Prompt:
Find how many lines in the material below contain the word "Жұмабаев" and give only that number.

Supplied entries:
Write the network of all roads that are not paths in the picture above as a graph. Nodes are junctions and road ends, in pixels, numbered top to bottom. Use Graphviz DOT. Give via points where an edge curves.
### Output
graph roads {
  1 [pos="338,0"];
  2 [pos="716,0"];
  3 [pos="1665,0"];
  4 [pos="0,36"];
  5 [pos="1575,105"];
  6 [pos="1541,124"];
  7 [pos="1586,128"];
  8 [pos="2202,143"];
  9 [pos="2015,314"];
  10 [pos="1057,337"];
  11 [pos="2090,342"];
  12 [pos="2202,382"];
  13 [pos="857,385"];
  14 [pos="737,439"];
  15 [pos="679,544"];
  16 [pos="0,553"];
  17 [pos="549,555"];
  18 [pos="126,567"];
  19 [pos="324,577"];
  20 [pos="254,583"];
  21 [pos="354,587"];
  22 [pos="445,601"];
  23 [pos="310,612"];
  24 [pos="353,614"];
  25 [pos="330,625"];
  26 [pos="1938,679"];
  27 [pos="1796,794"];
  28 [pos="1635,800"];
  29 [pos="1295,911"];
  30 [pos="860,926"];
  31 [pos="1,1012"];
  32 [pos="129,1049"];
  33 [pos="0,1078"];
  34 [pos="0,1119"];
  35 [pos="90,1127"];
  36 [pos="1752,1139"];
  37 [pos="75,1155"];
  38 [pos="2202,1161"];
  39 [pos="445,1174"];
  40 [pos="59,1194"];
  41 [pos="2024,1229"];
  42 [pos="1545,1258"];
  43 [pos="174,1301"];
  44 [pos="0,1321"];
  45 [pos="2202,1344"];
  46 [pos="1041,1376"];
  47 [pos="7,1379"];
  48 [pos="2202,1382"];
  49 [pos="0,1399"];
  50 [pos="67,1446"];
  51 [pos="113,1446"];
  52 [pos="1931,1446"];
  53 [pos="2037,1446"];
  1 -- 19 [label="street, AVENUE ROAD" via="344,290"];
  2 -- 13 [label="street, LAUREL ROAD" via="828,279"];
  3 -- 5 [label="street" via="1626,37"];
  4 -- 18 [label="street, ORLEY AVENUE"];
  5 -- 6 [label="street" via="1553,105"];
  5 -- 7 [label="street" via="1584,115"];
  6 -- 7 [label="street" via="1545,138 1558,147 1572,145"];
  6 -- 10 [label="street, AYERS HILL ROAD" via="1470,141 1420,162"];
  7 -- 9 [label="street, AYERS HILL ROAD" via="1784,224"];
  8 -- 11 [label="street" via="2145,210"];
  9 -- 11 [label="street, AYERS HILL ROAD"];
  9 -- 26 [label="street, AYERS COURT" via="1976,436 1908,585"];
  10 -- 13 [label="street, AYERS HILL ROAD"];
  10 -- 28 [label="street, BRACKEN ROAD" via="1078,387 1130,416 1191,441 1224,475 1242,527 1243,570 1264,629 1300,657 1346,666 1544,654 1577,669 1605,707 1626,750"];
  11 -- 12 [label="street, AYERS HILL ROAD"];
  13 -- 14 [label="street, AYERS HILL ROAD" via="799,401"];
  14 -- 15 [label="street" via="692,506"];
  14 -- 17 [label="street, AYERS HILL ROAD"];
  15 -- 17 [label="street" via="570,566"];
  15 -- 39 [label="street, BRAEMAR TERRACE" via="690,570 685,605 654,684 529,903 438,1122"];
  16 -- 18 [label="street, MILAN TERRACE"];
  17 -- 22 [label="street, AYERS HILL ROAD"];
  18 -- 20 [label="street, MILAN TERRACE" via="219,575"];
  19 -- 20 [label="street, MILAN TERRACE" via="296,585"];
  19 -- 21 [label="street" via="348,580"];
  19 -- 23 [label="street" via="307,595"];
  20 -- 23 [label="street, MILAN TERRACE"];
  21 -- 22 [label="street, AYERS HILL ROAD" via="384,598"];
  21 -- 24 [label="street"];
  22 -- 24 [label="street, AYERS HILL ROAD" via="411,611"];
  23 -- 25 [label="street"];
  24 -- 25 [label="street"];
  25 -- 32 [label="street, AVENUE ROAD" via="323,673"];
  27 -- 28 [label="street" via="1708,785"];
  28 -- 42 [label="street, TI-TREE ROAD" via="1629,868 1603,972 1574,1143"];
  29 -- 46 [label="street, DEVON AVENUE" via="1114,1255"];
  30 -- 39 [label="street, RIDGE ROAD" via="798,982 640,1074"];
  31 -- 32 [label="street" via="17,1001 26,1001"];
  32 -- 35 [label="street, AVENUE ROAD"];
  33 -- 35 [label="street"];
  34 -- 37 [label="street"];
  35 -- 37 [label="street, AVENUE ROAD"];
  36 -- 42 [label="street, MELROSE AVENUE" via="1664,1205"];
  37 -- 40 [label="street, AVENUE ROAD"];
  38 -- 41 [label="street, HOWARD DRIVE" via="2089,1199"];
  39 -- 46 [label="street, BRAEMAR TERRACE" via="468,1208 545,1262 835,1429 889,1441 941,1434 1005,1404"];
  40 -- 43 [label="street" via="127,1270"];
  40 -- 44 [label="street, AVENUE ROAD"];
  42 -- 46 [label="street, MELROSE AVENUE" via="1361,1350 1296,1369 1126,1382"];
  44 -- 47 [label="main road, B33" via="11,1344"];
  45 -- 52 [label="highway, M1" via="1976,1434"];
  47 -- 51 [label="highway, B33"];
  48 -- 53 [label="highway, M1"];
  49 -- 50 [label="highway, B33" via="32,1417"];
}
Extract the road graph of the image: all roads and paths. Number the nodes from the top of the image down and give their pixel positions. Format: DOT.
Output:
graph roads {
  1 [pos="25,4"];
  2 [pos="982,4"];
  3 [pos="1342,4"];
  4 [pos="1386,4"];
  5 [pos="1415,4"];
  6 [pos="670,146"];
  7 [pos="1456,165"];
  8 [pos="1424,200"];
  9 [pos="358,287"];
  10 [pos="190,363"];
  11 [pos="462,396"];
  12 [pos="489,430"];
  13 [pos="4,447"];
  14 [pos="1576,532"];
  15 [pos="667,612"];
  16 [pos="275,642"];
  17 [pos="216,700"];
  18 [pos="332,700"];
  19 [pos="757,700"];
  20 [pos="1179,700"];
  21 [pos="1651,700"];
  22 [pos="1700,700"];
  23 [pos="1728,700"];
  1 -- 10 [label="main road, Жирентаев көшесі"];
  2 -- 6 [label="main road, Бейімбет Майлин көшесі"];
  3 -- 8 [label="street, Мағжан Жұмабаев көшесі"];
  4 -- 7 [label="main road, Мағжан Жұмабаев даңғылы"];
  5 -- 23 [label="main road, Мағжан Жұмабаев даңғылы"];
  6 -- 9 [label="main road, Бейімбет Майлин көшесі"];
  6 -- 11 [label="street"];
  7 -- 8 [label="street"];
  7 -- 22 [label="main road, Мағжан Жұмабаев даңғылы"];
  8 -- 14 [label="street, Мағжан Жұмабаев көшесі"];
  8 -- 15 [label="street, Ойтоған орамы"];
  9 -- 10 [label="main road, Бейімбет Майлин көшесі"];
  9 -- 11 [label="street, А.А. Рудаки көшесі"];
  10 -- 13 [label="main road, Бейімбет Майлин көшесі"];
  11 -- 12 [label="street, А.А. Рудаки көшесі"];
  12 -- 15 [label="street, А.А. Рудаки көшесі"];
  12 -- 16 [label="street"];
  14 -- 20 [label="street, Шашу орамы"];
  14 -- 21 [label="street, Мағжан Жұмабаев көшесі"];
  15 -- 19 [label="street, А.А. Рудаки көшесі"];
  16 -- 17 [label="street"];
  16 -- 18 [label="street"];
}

Response for this exercise:
6